À ce moment précis, le soulagement du spectateur est à son comble : même si cela n’implique pas forcément la disparition de la Free Navy du jour au lendemain (des épigones pourraient essayer d’émerger...), l’imposteur génocidaire a vécu, et la série aura même réussi à l’éliminer dès le troisième épisode de la saison, tué par la vanité même qui aura permis à cet "enfant gâté" du terrorisme à vendre des boniments illusoires à ses compatriotes et à faire couler des fleuves de sang dans tout le système solaire. La mort stupide d’Inaros, à l’aune de son hubris, sera la plus éloquente des épitaphes, le plus puissante des audaces. Les adieux par le regard échangé – sans larme ni pathos – entre la mère et le fils venaient en outre conférer un lourd prix intime insoupçonné à cette victoire aussi riche de symboles que foncièrement cohérente, sans roulement de tambour ni souffle épique.

Oui... mais non ! Discrètement, via les commandes de son brassard, à l’abri des regards de son équipage, contre toute attente, Holden désactive ou désamorce à distance le missile une seconde avant qu’il n’explose !!! Les premiers surpris furent Marco et Philip tant ils attendaient la mort, presque résignés. C’est alors que le Pella redémarre... mais au lieu de reprendre l’attaque, il bat en retraite... Quant à l’équipage du Roci, soulagé d’être en vie, mais paroxystiquement frustré, il interprétera cet échec comme un simple raté du mécanisme de détonation du missile.
Les spectateurs se perdront en conjecture sur les motivations réelles de Jim, dont il était cependant évident dès le départ qu’il tenait à épargner le Pella, officiellement parce qu’Inaros serait plus utile vivant que mort. Cette magnanimité s’explique-t-elle par le désir de sauver Marco, pour épargner à sa mère l’horreur indicible de devoir assister au massacre de son fils (alors que Naomi avait le stoïcisme d’en avoir fait son deuil) ? Ou bien cette "miséricorde" s’explique-t-elle par la noblesse chevaleresque de tous ces preux au grand cœur (depuis les cycles arthuriens et courtois) qui se refusent à s’abaisser au niveau de ceux qu’ils combattent, qui se refusent à tuer froidement un ennemi désarmé ou à terre, qui refusent de se substituer à la société pour être à la fois juge et bourreau ? La première hypothèse n’exclut d’ailleurs pas la seconde. Et il faut bien avouer que c’est parfaitement raccord avec la typo de Holden, pour le meilleur comme pour le pire.

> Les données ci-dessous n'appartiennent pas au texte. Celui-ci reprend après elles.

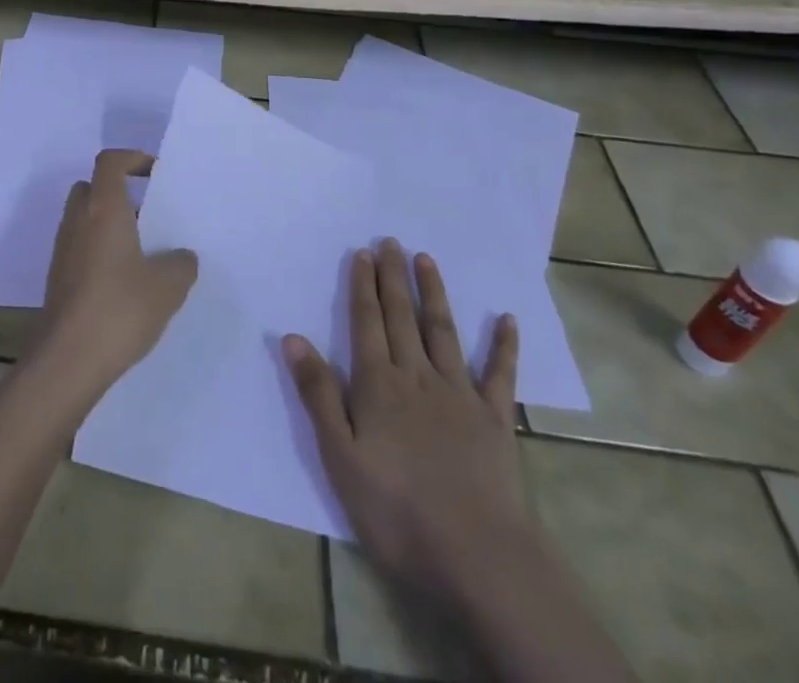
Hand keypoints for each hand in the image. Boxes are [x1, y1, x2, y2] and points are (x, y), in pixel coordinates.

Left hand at [37, 149, 197, 393]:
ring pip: (84, 219)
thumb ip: (181, 264)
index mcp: (103, 209)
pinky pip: (80, 247)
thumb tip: (181, 256)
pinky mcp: (58, 277)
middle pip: (92, 187)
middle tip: (148, 215)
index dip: (132, 158)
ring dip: (109, 225)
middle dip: (119, 193)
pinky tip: (124, 282)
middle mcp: (78, 221)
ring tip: (142, 252)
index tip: (155, 173)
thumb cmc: (119, 309)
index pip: (109, 162)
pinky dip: (99, 251)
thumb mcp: (167, 286)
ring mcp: (63, 249)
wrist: (67, 360)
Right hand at [284, 239, 524, 588]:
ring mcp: (460, 395)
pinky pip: (500, 375)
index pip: (366, 322)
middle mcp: (418, 376)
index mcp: (378, 384)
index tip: (362, 252)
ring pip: (443, 332)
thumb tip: (293, 336)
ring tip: (426, 260)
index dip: (362, 285)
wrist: (477, 557)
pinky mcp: (495, 420)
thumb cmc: (396, 510)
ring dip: (434, 294)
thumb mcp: (340, 456)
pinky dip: (503, 346)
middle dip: (393, 277)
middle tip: (390, 241)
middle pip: (402, 316)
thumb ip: (319, 394)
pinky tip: (506, 319)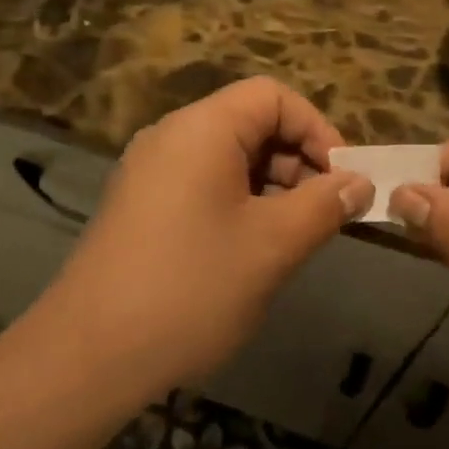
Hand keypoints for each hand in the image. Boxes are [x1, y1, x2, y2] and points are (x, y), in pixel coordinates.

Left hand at [43, 78, 372, 393]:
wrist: (90, 352)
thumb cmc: (192, 288)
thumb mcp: (272, 245)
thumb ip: (324, 205)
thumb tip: (358, 183)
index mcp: (201, 128)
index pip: (272, 95)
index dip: (316, 129)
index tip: (343, 180)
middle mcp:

Pour le meilleur (quoique aux allures de pire)... par le forward clandestin d’un message de détresse que son capitaine lui avait demandé de supprimer dans The Expanse 01x01 Dulcinea. Il en a résulté le massacre du Canterbury, la mort d’Ade Nygaard puis de Shed Garvey... mais une épopée qui a probablement sauvé l’humanité de la protomolécule tout en s’ouvrant au-delà du système solaire.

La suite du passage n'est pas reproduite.